Net charge-offs declined to $2.6 billion. Charge-offs are loans that the bank has already written down the value off and has officially declared these loans unrecoverable and completely writes off the loans off their balance sheet and takes it out of their allowance. Nonperforming loans dropped to $26.8 billion this is down from $27.9 billion in the prior quarter. The company has $20.4 billion in allowances to cover this amount. An extremely high amount since usually a bank recovers a high portion of their nonperforming assets. However there is a time discount to the collectability and the cost of collecting this amount.

Investors focused on the drop in revenue in the quarter. The company dropped its revenue to $19.6 billion from $20.4 billion. A revenue drop is concerning since a company can grow profits through top line growth and expense cuts. Its harder to grow profits when top line falls. However revenue also drops when bad loans run off and they are invested in better assets in lower rates. Consider this a Wachovia loan may have been written down by 30% and yield lets say 15% a year. The provision on this loan may have been a high amount each quarter. This means while revenue on a $1000 loan may be $150 a year the company may earn $0 in profit. Now the loan expires and Wells makes a new loan at 5% but takes no provisions. So Earnings can increase simply by making better loans. These gains are called purchase accounting accretion. This is when a bank buys another bank and marks down the loans lets say $1000 to $600. This decrease increases the yield on loans and hence raises revenue. But expenses also go up when you mark the loan down because they usually have large losses attached to them. This is why investors should not be to concerned with a revenue drop in Wells and strong banks such as PNC. It was going to happen especially in a low interest rate environment. Lower revenue is likely attributable to run-off of high yielding high loss Wachovia loans.

Wells dramatically decreased costs by $800 million. The banks efficiency ratio which is non interest expense divided by revenues declined to 59.5% from 61.2%. Unlike most ratios the lower the better for this one. Loans impressively rose by $8.9 billion to $760 billion. The bank is only behind BAC in terms of total loans outstanding. BAC had $940 billion in loans in their latest quarter. This is well above J.P. Morgan which has $696 billion in loans. Wells is simply becoming the banking leader in the United States.

Tangible book value per share jumped to $17.7 from $17.33. Wells is now trading at a mere 37% premium to its tangible equity. The bank is also earning 17.5% on tangible equity a truly great return. PNC trades at an even cheaper 1.1 to tangible book value on a ROTE (Return on Tangible Equity) of 16.5%. US Bancorp trades at 2.1 to 1 on a ROTE of 22%. How long can U.S. Bancorp keep this premium to PNC and WFC?
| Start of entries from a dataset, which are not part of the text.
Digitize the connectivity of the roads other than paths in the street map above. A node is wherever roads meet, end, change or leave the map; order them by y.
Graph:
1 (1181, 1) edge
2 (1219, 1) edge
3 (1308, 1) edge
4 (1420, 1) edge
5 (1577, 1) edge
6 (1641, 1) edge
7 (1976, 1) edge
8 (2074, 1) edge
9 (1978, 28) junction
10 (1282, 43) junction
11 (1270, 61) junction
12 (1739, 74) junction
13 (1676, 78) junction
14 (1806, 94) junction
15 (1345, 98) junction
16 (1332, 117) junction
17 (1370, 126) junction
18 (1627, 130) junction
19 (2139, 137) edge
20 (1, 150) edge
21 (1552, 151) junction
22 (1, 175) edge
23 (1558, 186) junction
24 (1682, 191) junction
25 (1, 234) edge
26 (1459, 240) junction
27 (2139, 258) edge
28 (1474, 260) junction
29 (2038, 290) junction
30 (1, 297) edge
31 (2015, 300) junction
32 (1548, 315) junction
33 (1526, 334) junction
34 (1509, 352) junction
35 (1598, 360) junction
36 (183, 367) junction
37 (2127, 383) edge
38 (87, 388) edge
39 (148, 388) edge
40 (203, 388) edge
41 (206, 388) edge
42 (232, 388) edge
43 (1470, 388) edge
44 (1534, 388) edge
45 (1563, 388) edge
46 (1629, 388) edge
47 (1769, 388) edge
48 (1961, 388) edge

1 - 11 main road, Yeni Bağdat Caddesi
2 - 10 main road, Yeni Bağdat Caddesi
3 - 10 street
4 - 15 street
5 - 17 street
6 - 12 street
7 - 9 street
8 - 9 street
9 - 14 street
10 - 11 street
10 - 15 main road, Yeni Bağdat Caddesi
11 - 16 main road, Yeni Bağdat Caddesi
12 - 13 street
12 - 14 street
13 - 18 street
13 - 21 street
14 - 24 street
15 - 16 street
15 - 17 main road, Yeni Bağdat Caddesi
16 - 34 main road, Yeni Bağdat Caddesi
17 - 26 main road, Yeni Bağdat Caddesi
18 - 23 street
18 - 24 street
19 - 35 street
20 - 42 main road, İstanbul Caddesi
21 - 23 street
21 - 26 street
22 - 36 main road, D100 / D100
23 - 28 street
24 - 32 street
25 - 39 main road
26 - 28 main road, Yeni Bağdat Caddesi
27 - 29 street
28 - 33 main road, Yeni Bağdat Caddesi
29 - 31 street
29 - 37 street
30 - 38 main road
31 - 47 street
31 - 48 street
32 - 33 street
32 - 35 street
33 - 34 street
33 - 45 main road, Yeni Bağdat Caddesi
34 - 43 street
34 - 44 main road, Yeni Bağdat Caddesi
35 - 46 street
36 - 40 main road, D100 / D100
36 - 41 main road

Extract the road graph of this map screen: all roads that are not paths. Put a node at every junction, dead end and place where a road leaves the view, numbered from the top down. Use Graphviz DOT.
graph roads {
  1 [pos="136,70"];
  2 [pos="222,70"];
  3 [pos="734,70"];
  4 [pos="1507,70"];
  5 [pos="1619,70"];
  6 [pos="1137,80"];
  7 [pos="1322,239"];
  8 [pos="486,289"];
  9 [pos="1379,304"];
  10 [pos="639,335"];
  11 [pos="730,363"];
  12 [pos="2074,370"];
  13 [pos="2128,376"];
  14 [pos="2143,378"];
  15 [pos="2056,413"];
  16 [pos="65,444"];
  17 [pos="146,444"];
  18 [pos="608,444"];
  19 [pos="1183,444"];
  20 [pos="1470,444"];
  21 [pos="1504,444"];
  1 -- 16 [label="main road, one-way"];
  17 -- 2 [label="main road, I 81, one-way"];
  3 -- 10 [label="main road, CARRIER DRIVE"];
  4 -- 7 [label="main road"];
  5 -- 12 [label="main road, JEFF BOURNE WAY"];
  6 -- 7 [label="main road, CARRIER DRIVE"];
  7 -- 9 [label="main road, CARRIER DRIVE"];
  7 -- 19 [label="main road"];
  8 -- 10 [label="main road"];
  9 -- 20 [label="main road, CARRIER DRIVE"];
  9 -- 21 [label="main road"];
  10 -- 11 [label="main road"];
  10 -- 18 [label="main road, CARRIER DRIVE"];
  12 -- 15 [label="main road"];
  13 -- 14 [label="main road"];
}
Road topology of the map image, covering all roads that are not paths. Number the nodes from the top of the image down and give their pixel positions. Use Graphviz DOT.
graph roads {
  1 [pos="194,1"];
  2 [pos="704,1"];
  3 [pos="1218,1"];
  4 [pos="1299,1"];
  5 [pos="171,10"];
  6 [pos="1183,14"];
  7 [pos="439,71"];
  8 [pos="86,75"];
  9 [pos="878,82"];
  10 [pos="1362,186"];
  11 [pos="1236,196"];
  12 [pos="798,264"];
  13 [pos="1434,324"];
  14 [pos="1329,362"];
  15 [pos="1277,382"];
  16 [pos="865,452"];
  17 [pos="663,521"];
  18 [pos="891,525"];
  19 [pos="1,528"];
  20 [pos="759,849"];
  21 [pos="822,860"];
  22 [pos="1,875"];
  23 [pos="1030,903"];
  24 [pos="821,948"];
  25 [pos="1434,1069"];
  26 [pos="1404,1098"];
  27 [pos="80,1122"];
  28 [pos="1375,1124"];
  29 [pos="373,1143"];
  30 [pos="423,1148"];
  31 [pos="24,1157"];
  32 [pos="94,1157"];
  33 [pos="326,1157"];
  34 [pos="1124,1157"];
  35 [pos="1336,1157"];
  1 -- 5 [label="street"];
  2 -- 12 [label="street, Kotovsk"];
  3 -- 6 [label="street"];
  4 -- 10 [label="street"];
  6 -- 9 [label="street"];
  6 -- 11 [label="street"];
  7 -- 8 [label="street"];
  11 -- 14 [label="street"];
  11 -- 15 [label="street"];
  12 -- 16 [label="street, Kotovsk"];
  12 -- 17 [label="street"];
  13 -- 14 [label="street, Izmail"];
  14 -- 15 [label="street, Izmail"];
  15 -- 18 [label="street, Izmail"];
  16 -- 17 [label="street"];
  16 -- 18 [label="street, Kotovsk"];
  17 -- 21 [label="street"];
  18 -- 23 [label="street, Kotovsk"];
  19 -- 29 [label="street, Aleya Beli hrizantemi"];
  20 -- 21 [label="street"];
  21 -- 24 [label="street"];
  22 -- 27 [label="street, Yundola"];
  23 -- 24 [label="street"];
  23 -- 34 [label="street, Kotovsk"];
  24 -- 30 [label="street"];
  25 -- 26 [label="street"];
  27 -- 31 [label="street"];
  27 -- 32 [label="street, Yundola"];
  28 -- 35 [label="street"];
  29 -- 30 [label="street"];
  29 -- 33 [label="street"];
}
Wells also had $442 million in trading losses in the quarter compared to $470 million gain last year. Obviously the bank will return back to profitability in the next quarter and over time. Meaning Wells easily can easily add another $.7 billion to its earnings power.

One disappointing note in the quarter was the drop in Wells' investment values. Wells' investments dropped by $1.6 billion in value. This drop doesn't go straight to earnings due to an accounting peculiarity. However in the last quarter Wells real income made was $4.5 billion when you add in the real change of investments compared to the $3.7 billion reported. In the current quarter. Wells adjusted net income in the current quarter was $2.8 billion. This includes $1.6 billion in investment losses that go through other comprehensive income but not net income. This accounting rule is expected to be changed by 2014. It will lead to more volatility in earnings but likely only during volatile times. The large swings in investment values are only caused in this ridiculous trading environment.

However this $2.8 billion is not that important since bond values usually show much higher gains than losses but due to current volatility the value of some assets have dropped.

Wells stock dropped 8.5% on a fairly excellent quarter. The stock is now only 9% of its 52 week low. Warren is likely licking his chops at the hacks currently trading this stock. The Oracle of Omaha like stocks when they are cheap.